Top of INPUT RECORDS

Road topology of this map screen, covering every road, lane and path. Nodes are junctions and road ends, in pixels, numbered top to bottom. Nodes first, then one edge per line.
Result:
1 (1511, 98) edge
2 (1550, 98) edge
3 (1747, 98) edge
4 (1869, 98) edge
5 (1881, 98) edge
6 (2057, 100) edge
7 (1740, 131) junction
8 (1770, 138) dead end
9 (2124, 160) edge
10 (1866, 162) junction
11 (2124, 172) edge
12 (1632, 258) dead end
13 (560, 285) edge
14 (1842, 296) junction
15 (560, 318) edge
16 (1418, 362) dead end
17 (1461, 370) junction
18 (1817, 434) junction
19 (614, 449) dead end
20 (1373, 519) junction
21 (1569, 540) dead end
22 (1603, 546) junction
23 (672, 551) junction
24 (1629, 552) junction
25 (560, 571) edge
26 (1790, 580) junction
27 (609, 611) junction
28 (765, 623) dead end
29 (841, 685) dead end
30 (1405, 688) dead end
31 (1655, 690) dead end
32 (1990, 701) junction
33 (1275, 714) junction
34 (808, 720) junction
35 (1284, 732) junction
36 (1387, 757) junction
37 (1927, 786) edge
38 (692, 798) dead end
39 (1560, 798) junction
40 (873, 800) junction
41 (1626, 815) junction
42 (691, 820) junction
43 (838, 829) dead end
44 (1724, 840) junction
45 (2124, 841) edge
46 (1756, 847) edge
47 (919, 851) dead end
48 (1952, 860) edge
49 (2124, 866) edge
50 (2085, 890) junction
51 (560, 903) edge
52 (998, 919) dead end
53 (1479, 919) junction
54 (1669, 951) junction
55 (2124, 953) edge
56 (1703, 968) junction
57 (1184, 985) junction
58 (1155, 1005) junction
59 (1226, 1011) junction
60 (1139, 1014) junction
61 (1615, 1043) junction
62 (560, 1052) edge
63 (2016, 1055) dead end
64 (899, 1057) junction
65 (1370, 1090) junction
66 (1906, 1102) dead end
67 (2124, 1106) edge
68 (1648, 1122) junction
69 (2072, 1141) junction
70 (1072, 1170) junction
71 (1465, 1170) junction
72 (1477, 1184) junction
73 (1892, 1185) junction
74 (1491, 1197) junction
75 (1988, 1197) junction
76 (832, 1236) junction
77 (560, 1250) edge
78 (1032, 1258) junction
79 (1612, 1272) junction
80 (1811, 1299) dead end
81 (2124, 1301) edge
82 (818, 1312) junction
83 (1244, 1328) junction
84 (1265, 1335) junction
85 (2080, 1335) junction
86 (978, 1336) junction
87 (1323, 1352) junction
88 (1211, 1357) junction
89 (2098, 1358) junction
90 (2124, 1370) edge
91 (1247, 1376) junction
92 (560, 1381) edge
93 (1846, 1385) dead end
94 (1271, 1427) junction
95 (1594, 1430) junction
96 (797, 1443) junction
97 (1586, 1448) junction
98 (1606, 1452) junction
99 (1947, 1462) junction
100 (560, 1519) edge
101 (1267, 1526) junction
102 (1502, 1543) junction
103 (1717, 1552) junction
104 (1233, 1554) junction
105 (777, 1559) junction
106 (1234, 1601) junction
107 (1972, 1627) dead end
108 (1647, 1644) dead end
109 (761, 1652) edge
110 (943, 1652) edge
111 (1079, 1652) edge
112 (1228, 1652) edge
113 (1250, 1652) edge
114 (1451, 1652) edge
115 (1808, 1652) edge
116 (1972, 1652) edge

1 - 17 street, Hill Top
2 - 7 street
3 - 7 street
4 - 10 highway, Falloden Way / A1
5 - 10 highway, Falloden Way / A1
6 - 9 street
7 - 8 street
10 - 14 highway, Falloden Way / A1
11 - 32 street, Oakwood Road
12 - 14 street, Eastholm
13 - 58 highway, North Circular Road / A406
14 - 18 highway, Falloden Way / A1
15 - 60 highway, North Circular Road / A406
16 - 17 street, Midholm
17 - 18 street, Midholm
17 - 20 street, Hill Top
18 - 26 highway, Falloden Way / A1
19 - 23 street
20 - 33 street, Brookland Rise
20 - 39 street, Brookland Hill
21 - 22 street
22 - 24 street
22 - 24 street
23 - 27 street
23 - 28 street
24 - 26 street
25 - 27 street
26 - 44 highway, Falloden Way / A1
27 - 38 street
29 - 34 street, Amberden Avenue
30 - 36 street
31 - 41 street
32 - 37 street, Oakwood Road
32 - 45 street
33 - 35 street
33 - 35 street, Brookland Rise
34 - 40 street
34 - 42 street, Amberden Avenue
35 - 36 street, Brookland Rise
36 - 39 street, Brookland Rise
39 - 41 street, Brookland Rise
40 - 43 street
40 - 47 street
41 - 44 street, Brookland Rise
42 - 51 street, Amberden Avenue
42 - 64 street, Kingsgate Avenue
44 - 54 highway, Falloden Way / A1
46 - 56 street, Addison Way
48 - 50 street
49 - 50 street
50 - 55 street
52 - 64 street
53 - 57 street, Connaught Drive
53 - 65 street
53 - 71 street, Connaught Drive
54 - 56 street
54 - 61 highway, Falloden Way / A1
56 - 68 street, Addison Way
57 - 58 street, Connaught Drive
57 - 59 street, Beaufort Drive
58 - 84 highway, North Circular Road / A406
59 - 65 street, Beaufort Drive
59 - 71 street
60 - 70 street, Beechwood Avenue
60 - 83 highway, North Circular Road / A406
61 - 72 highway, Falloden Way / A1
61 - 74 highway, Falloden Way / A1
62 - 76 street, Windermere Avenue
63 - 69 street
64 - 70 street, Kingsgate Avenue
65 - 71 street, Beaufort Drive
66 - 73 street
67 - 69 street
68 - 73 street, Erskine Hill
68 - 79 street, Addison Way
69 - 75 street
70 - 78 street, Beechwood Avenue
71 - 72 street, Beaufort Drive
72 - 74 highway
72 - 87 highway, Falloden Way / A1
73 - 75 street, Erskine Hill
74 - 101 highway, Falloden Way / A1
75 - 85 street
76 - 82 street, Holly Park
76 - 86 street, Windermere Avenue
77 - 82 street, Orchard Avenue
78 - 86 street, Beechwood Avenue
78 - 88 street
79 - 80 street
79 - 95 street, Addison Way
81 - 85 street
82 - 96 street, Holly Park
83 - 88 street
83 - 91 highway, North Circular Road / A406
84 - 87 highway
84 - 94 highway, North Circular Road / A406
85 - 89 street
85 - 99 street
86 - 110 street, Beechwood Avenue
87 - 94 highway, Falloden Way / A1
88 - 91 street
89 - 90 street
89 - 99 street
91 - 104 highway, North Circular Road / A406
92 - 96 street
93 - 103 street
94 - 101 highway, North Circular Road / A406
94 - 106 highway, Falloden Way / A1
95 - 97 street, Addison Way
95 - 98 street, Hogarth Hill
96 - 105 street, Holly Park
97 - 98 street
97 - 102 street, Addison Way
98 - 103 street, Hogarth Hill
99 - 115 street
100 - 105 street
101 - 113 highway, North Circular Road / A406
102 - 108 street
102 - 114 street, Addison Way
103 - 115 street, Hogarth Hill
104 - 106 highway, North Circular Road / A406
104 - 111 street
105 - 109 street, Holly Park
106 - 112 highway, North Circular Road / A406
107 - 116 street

Bottom of INPUT RECORDS

WORK TASK » Only the lines holding the string "Connaught" are needed; copy each of them from the material above.

WRITTEN ANSWER »
53 - 57 street, Connaught Drive
53 - 71 street, Connaught Drive
57 - 58 street, Connaught Drive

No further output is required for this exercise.